Figure 1.

Once a candidate MMP substrate is identified, cleavage can be confirmed using an in vitro assay consisting of the MMP and a recombinant of the candidate protein. Using mass spectrometry, the cleavage site(s) can be mapped. Once sites are known, comparing the literature for similar matricryptins will provide insights into putative functions. For example, fibronectin and laminin matricryptins have been studied extensively in the angiogenesis field.[83] To test for biological function, peptides 15-20 amino acids in length that are immediately upstream or downstream of the cleavage site can be commercially generated. If many cleavage sites exist, computational analysis can help to focus on the most likely candidates. Starting with in vitro cell-based assays is higher throughput and more cost effective and will eliminate candidates that have no activity on any cell type of interest (i.e., cardiomyocytes, leukocytes, fibroblasts, or endothelial cells).
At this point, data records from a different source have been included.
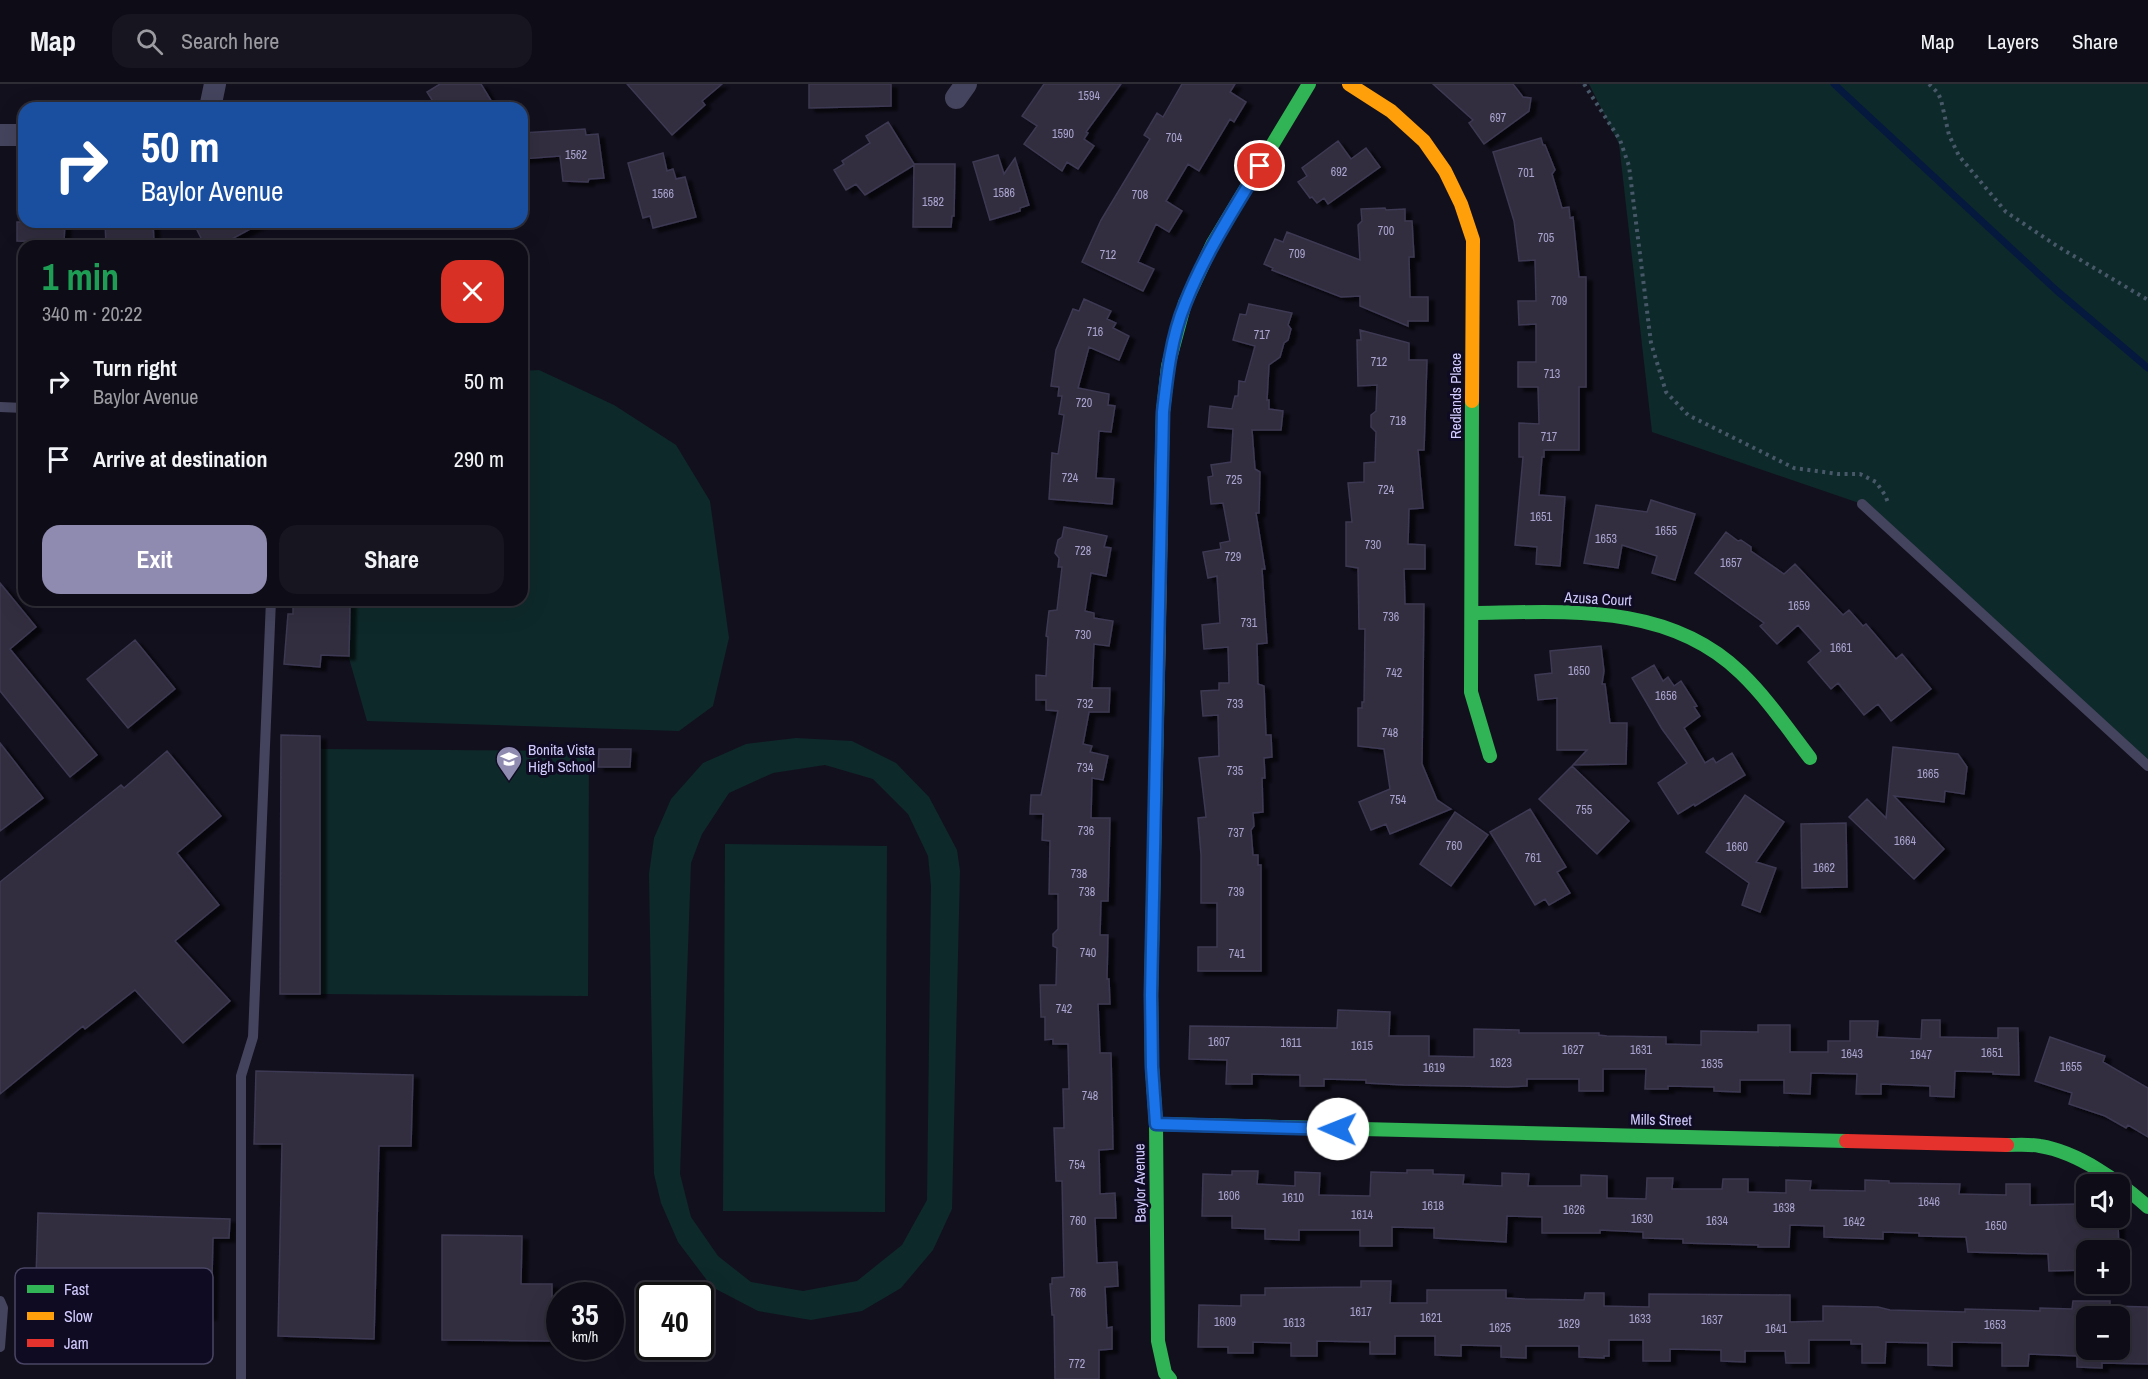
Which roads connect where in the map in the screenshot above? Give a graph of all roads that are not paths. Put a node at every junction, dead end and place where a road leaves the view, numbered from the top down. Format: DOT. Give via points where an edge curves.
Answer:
graph roads {
  1 [pos="215,84"];
  2 [pos="1309,84"];
  3 [pos="1349,84"];
  4 [pos="211,102"];
  5 [pos="0,135"];
  6 [pos="18,135"];
  7 [pos="0,407"];
  8 [pos="18,408"];
  9 [pos="1862,504"];
  10 [pos="271,606"];
  11 [pos="1472,613"];
  12 [pos="1490,756"];
  13 [pos="1810,758"];
  14 [pos="2148,766"];
  15 [pos="1156,1124"];
  16 [pos="2148,1207"];
  17 [pos="0,1301"];
  18 [pos="0,1347"];
  19 [pos="241,1379"];
  20 [pos="1170,1379"];
  1 -- 4 [label="street"];
  2 -- 15 [label="street, Baylor Avenue" via="1210,250 1185,303 1168,366 1163,412 1151,984"];
  3 -- 11 [label="street, Redlands Place" via="1394,112 1430,148 1457,191 1473,240"];
  5 -- 6 [label="street"];
  7 -- 8 [label="lane"];
  9 -- 14 [label="lane"];
  10 -- 19 [label="lane" via="254,1037 241,1076"];
  11 -- 12 [label="street, Redlands Place" via="1471,692"];
  11 -- 13 [label="street, Azusa Court" via="1621,615 1685,633 1740,671"];
  15 -- 16 [label="street, Mills Street" via="2040,1146 2103,1171"];
  15 -- 20 [label="street, Baylor Avenue" via="1158,1341"];
  17 -- 18 [label="lane"];
}
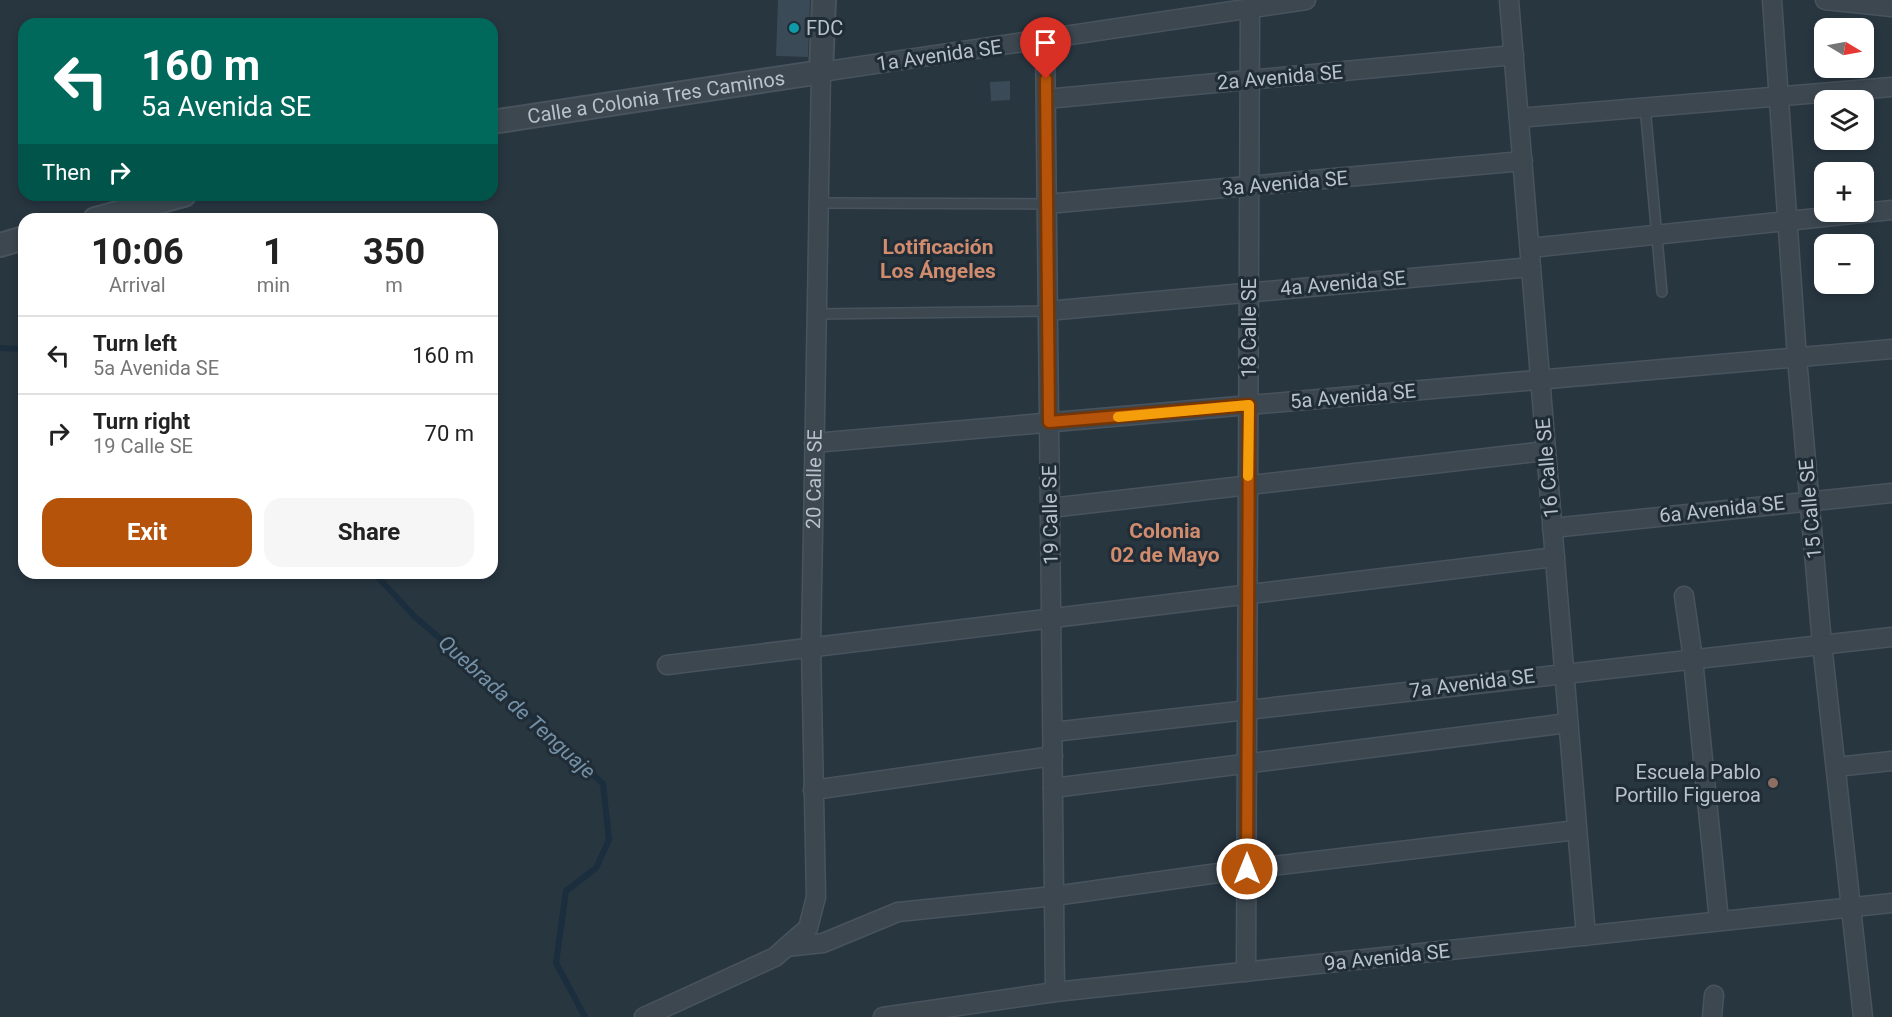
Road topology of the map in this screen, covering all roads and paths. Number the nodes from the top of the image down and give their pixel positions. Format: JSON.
{"nodes":[{"id":1,"x":824,"y":0,"type":"edge"},
{"id":2,"x":1306,"y":0,"type":"edge"},
{"id":3,"x":1509,"y":0,"type":"edge"},
{"id":4,"x":1772,"y":0,"type":"edge"},
{"id":5,"x":1825,"y":0,"type":"edge"},
{"id":6,"x":1892,"y":7,"type":"edge"},
{"id":7,"x":1250,"y":9,"type":"junction"},
{"id":8,"x":1045,"y":39,"type":"junction"},
{"id":9,"x":1514,"y":55,"type":"junction"},
{"id":10,"x":821,"y":72,"type":"junction"},
{"id":11,"x":1250,"y":80,"type":"junction"},
{"id":12,"x":1892,"y":87,"type":"edge"},
{"id":13,"x":1778,"y":94,"type":"junction"},
{"id":14,"x":1046,"y":99,"type":"junction"},
{"id":15,"x":1645,"y":106,"type":"junction"},
{"id":16,"x":1519,"y":118,"type":"junction"},
{"id":17,"x":498,"y":121,"type":"edge"},
{"id":18,"x":1522,"y":161,"type":"junction"},
{"id":19,"x":1250,"y":186,"type":"junction"},
{"id":20,"x":162,"y":201,"type":"edge"},
{"id":21,"x":819,"y":203,"type":"junction"},
{"id":22,"x":1047,"y":204,"type":"junction"},
{"id":23,"x":1892,"y":210,"type":"edge"},
{"id":24,"x":117,"y":213,"type":"edge"},
{"id":25,"x":1787,"y":221,"type":"junction"},
{"id":26,"x":1656,"y":235,"type":"junction"},
{"id":27,"x":18,"y":240,"type":"edge"},
{"id":28,"x":0,"y":244,"type":"edge"},
{"id":29,"x":1530,"y":248,"type":"junction"},
{"id":30,"x":1531,"y":267,"type":"junction"},
{"id":31,"x":1249,"y":291,"type":"junction"},
{"id":32,"x":1662,"y":292,"type":"dead end"},
{"id":33,"x":1047,"y":310,"type":"junction"},
{"id":34,"x":817,"y":314,"type":"junction"},
{"id":35,"x":1892,"y":349,"type":"edge"},
{"id":36,"x":1797,"y":358,"type":"junction"},
{"id":37,"x":1540,"y":380,"type":"junction"},
{"id":38,"x":1249,"y":405,"type":"junction"},
{"id":39,"x":1049,"y":422,"type":"junction"},
{"id":40,"x":814,"y":442,"type":"junction"},
{"id":41,"x":1546,"y":451,"type":"junction"},
{"id":42,"x":1248,"y":486,"type":"junction"},
{"id":43,"x":1892,"y":493,"type":"edge"},
{"id":44,"x":1809,"y":500,"type":"junction"},
{"id":45,"x":1050,"y":508,"type":"junction"},
{"id":46,"x":1552,"y":528,"type":"junction"},
{"id":47,"x":1555,"y":557,"type":"junction"},
{"id":48,"x":1248,"y":594,"type":"junction"},
{"id":49,"x":1684,"y":596,"type":"dead end"},
{"id":50,"x":1051,"y":619,"type":"junction"},
{"id":51,"x":1892,"y":637,"type":"edge"},
{"id":52,"x":1822,"y":644,"type":"junction"},
{"id":53,"x":810,"y":646,"type":"junction"},
{"id":54,"x":1693,"y":659,"type":"junction"},
{"id":55,"x":667,"y":665,"type":"dead end"},
{"id":56,"x":1564,"y":673,"type":"junction"},
{"id":57,"x":1248,"y":710,"type":"junction"},
{"id":58,"x":1568,"y":723,"type":"junction"},
{"id":59,"x":1053,"y":732,"type":"junction"},
{"id":60,"x":1053,"y":756,"type":"junction"},
{"id":61,"x":1892,"y":761,"type":"edge"},
{"id":62,"x":1247,"y":762,"type":"junction"},
{"id":63,"x":1836,"y":766,"type":"junction"},
{"id":64,"x":1053,"y":788,"type":"junction"},
{"id":65,"x":813,"y":790,"type":"junction"},
{"id":66,"x":1577,"y":830,"type":"junction"},
{"id":67,"x":1247,"y":869,"type":"junction"},
{"id":68,"x":1054,"y":896,"type":"junction"},
{"id":69,"x":1892,"y":903,"type":"edge"},
{"id":70,"x":1853,"y":907,"type":"junction"},
{"id":71,"x":1719,"y":921,"type":"junction"},
{"id":72,"x":1586,"y":936,"type":"junction"},
{"id":73,"x":786,"y":947,"type":"junction"},
{"id":74,"x":1246,"y":972,"type":"junction"},
{"id":75,"x":1055,"y":992,"type":"junction"},
{"id":76,"x":1714,"y":995,"type":"dead end"},
{"id":77,"x":654,"y":1015,"type":"edge"},
{"id":78,"x":892,"y":1016,"type":"edge"},
{"id":79,"x":1712,"y":1017,"type":"edge"},
{"id":80,"x":1863,"y":1017,"type":"edge"}],
"edges":[{"from":1,"to":10,"type":"street","name":"20 Calle SE"},
{"from":2,"to":7,"type":"street","name":"1a Avenida SE"},
{"from":3,"to":9,"type":"street","name":"16 Calle SE"},
{"from":4,"to":13,"type":"street","name":"15 Calle SE"},
{"from":5,"to":6,"type":"street"},
{"from":7,"to":8,"type":"street","name":"1a Avenida SE"},
{"from":7,"to":11,"type":"street","name":"18 Calle SE"},
{"from":8,"to":10,"type":"street","name":"1a Avenida SE"},
{"from":8,"to":14,"type":"street","name":"19 Calle SE"},
{"from":9,"to":11,"type":"street","name":"2a Avenida SE"},
{"from":9,"to":16,"type":"street","name":"16 Calle SE"},
{"from":10,"to":17,"type":"street","name":"Calle a Colonia Tres Caminos"},
{"from":10,"to":21,"type":"street","name":"20 Calle SE"},
{"from":11,"to":14,"type":"street","name":"2a Avenida SE"},
{"from":11,"to":19,"type":"street","name":"18 Calle SE"},
{"from":12,"to":13,"type":"street"},
{"from":13,"to":15,"type":"street"},
{"from":13,"to":25,"type":"street","name":"15 Calle SE"},
{"from":14,"to":22,"type":"street","name":"19 Calle SE"},
{"from":15,"to":16,"type":"street"},
{"from":15,"to":26,"type":"lane"},
{"from":16,"to":18,"type":"street","name":"16 Calle SE"},
{"from":18,"to":19,"type":"street","name":"3a Avenida SE"},
{"from":18,"to":29,"type":"street","name":"16 Calle SE"},
{"from":19,"to":22,"type":"street","name":"3a Avenida SE"},
{"from":19,"to":31,"type":"street","name":"18 Calle SE"},
{"from":20,"to":24,"type":"street"},
{"from":21,"to":22,"type":"lane"},
{"from":21,"to":34,"type":"street","name":"20 Calle SE"},
{"from":22,"to":33,"type":"street","name":"19 Calle SE"},
{"from":23,"to":25,"type":"street"},
{"from":25,"to":26,"type":"street"},
{"from":25,"to":36,"type":"street","name":"15 Calle SE"},
{"from":26,"to":29,"type":"street"},
{"from":26,"to":32,"type":"lane"},
{"from":27,"to":28,"type":"street"},
{"from":29,"to":30,"type":"street","name":"16 Calle SE"},
{"from":30,"to":31,"type":"street","name":"4a Avenida SE"},
{"from":30,"to":37,"type":"street","name":"16 Calle SE"},
{"from":31,"to":33,"type":"street","name":"4a Avenida SE"},
{"from":31,"to":38,"type":"street","name":"18 Calle SE"},
{"from":33,"to":34,"type":"lane"},
{"from":33,"to":39,"type":"street","name":"19 Calle SE"},
{"from":34,"to":40,"type":"street","name":"20 Calle SE"},
{"from":35,"to":36,"type":"street","name":"5a Avenida SE"},
{"from":36,"to":37,"type":"street","name":"5a Avenida SE"},
{"from":36,"to":44,"type":"street","name":"15 Calle SE"},
{"from":37,"to":38,"type":"street","name":"5a Avenida SE"},
{"from":37,"to":41,"type":"street","name":"16 Calle SE"},
{"from":38,"to":39,"type":"street","name":"5a Avenida SE"},
{"from":38,"to":42,"type":"street","name":"18 Calle SE"},
{"from":39,"to":40,"type":"street","name":"5a Avenida SE"},
{"from":39,"to":45,"type":"street","name":"19 Calle SE"},
{"from":40,"to":53,"type":"street","name":"20 Calle SE"},
{"from":41,"to":42,"type":"street"},
{"from":41,"to":46,"type":"street","name":"16 Calle SE"},
{"from":42,"to":45,"type":"street"},
{"from":42,"to":48,"type":"street","name":"18 Calle SE"},
{"from":43,"to":44,"type":"street","name":"6a Avenida SE"},
{"from":44,"to":46,"type":"street","name":"6a Avenida SE"},
{"from":44,"to":52,"type":"street","name":"15 Calle SE"},
{"from":45,"to":50,"type":"street","name":"19 Calle SE"},
{"from":46,"to":47,"type":"street","name":"16 Calle SE"},
{"from":47,"to":48,"type":"street"},
{"from":47,"to":56,"type":"street","name":"16 Calle SE"},
{"from":48,"to":50,"type":"street"},
{"from":48,"to":57,"type":"street","name":"18 Calle SE"},
{"from":49,"to":54,"type":"street"},
{"from":50,"to":53,"type":"street"},
{"from":50,"to":59,"type":"street","name":"19 Calle SE"},
{"from":51,"to":52,"type":"street","name":"7a Avenida SE"},
{"from":52,"to":54,"type":"street","name":"7a Avenida SE"},
{"from":52,"to":63,"type":"street","name":"15 Calle SE"},
{"from":53,"to":55,"type":"street"},
{"from":53,"to":65,"type":"street","name":"20 Calle SE"},
{"from":54,"to":56,"type":"street","name":"7a Avenida SE"},
{"from":54,"to":71,"type":"street"},
{"from":56,"to":57,"type":"street","name":"7a Avenida SE"},
{"from":56,"to":58,"type":"street","name":"16 Calle SE"},
{"from":57,"to":59,"type":"street","name":"7a Avenida SE"},
{"from":57,"to":62,"type":"street","name":"18 Calle SE"},
{"from":58,"to":62,"type":"street"},
{"from":58,"to":66,"type":"street","name":"16 Calle SE"},
{"from":59,"to":60,"type":"street","name":"19 Calle SE"},
{"from":60,"to":64,"type":"street","name":"19 Calle SE"},
{"from":60,"to":65,"type":"street"},
{"from":61,"to":63,"type":"street"},
{"from":62,"to":64,"type":"street"},
{"from":62,"to":67,"type":"street","name":"18 Calle SE"},
{"from":63,"to":70,"type":"street","name":"15 Calle SE"},
{"from":64,"to":68,"type":"street","name":"19 Calle SE"},
{"from":65,"to":73,"type":"street","name":"20 Calle SE"},
{"from":66,"to":67,"type":"street"},
{"from":66,"to":72,"type":"street","name":"16 Calle SE"},
{"from":67,"to":68,"type":"street"},
{"from":67,"to":74,"type":"street","name":"18 Calle SE"},
{"from":68,"to":73,"type":"street"},
{"from":68,"to":75,"type":"street","name":"19 Calle SE"},
{"from":69,"to":70,"type":"street","name":"9a Avenida SE"},
{"from":70,"to":71,"type":"street","name":"9a Avenida SE"},
{"from":70,"to":80,"type":"street","name":"15 Calle SE"},
{"from":71,"to":72,"type":"street","name":"9a Avenida SE"},
{"from":72,"to":74,"type":"street","name":"9a Avenida SE"},
{"from":73,"to":77,"type":"street","name":"20 Calle SE"},
{"from":74,"to":75,"type":"street","name":"9a Avenida SE"},
{"from":75,"to":78,"type":"street","name":"9a Avenida SE"},
{"from":76,"to":79,"type":"street"}]}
Using small peptides to test biological activities of naturally occurring fragments bypasses difficulties associated with larger peptide synthesis. A short peptide is easier to synthesize, purify, and concentrate, and a small size peptide limits response variability, which can occur with a longer peptide that may possess multiple activities. Using a small peptide increases the probability that an effect is a direct response to the sequence and not due to peptide structural properties.[92]